John Macmillan, chief executive of the Eric Liddell Centre, likes to take to the piste when he's not watching Game of Thrones  

19th July 2017 by TFN 0 Comments

What makes a good day at work?

I try to get out of my office and walk around the Centre whenever possible.  A highlight for me is a visit to our dementia day care to meet our clients and see first-hand how much they enjoy their time with us.  A regular visit to the café for some home-baking is also a treat.

How many hours do you normally work in a week?

Too many! I do try to manage the workload and find that a flexible approach helps, with sometime in the gym to keep me active.

What do you procrastinate over?

The ongoing preparation for various board meetings and subcommittee reports is something I could do better – I think I’m getting there however.

What turns you into the office Victor Meldrew?

When we don’t provide our usually high customer service and indirectly give the “computer says no” answer – very rare now, but I still can’t believe it!

Is the third sector a calling or an accident?

A calling. My background is community development and I spent quite a few years in local government managing community based services including the oversight of third sector, economic and European funding. I wanted to get back to my community roots and see the positive impact of what we do. It definitely feels like I’m in the right place now.

What happens during your perfect weekend? 

Spending some time with my wife and two sons and if its winter, getting some turns in on my skis, weather permitting!

What’s your favourite film (or album)?

Chariots of Fire, of course!

Would we all be better off if charities did more in our society?

I think charities already do an incredible amount of work to support people facing various challenges.  One area that I would like to see continue to grow is volunteering.
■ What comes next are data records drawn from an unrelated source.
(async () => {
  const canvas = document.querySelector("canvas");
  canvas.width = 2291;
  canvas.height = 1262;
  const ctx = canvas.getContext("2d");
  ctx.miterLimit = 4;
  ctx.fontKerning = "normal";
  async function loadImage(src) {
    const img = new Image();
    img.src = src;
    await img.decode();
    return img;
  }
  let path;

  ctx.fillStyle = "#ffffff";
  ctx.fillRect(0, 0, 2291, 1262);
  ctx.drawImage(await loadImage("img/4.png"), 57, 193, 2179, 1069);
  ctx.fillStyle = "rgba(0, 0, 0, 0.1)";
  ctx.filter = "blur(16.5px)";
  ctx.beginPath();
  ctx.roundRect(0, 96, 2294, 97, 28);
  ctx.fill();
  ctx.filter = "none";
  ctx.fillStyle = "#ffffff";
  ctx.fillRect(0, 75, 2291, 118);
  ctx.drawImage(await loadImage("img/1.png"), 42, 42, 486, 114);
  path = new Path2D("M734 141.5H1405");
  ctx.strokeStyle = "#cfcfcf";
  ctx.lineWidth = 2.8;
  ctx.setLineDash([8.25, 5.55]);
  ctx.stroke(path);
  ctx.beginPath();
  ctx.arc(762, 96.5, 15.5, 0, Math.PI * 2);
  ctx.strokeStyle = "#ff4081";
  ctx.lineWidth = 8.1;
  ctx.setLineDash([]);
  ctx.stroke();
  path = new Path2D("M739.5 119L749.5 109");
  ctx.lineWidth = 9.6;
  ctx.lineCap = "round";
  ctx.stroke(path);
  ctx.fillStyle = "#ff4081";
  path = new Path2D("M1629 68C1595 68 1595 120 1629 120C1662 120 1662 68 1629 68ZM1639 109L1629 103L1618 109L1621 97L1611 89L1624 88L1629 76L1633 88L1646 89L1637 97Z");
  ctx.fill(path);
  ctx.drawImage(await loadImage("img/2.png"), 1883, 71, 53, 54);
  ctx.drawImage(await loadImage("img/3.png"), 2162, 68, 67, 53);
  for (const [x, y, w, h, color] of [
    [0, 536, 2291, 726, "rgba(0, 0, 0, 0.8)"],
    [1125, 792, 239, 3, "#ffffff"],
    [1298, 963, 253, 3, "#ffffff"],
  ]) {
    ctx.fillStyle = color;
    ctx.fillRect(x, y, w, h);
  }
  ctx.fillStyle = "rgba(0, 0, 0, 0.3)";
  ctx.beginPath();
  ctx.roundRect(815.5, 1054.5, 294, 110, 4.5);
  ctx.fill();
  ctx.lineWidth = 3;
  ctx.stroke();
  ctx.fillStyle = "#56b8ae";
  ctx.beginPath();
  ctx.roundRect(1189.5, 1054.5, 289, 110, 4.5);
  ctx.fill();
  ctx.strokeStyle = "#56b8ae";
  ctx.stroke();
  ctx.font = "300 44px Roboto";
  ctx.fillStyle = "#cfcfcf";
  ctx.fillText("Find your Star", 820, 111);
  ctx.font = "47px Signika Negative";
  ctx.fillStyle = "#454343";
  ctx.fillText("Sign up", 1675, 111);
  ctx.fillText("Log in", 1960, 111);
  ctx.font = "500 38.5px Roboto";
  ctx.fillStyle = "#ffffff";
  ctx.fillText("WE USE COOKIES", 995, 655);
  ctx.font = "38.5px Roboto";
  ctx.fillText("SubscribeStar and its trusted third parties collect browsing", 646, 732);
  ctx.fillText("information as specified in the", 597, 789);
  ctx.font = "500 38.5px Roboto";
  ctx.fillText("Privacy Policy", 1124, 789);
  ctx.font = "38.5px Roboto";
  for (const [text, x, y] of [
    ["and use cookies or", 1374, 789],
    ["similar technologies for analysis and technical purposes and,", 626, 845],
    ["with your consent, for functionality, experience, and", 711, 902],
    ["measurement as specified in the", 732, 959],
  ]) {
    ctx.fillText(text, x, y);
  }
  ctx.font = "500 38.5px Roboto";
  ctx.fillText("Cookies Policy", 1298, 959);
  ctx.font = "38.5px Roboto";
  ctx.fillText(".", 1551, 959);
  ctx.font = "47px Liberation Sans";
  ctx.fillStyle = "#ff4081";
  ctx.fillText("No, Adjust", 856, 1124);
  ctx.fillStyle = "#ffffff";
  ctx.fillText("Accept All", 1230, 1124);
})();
I think getting involved in the community is a key way to reduce social isolation and stay engaged.  

I have always tried to implement a no regrets approach to life

Would your 16-year-old self be impressed with where you are now?

At 16, I had already started working seriously on a music career, so I think surprised would probably sum it up!  I have always tried to implement a no regrets approach to life and after about 10 years in a variety of roles in music, I would hope to get a thumbs up. 

You’re home, fully fed with your feet up – which comes first EastEnders or emails? 

Neither – Game of Thrones!

Is this a step on the rung to success or your final destination?

I’d never say never, but I definitely feel at home at the Eric Liddell Centre.

What do you think is the main strengths of the Scottish charity sector?

Flexibility to respond quickly and effectively to the needs of local communities, national and regional challenges and providing value for money.

What does your dream retirement look like?

Some travel with my family, plenty of skiing, finally setting up that home recording studio and keeping up-to-date in the sector via some volunteering.

Brian Denis Cox or Brian Edward Cox? 

Brian Denis Cox – I really enjoy his acting and his films.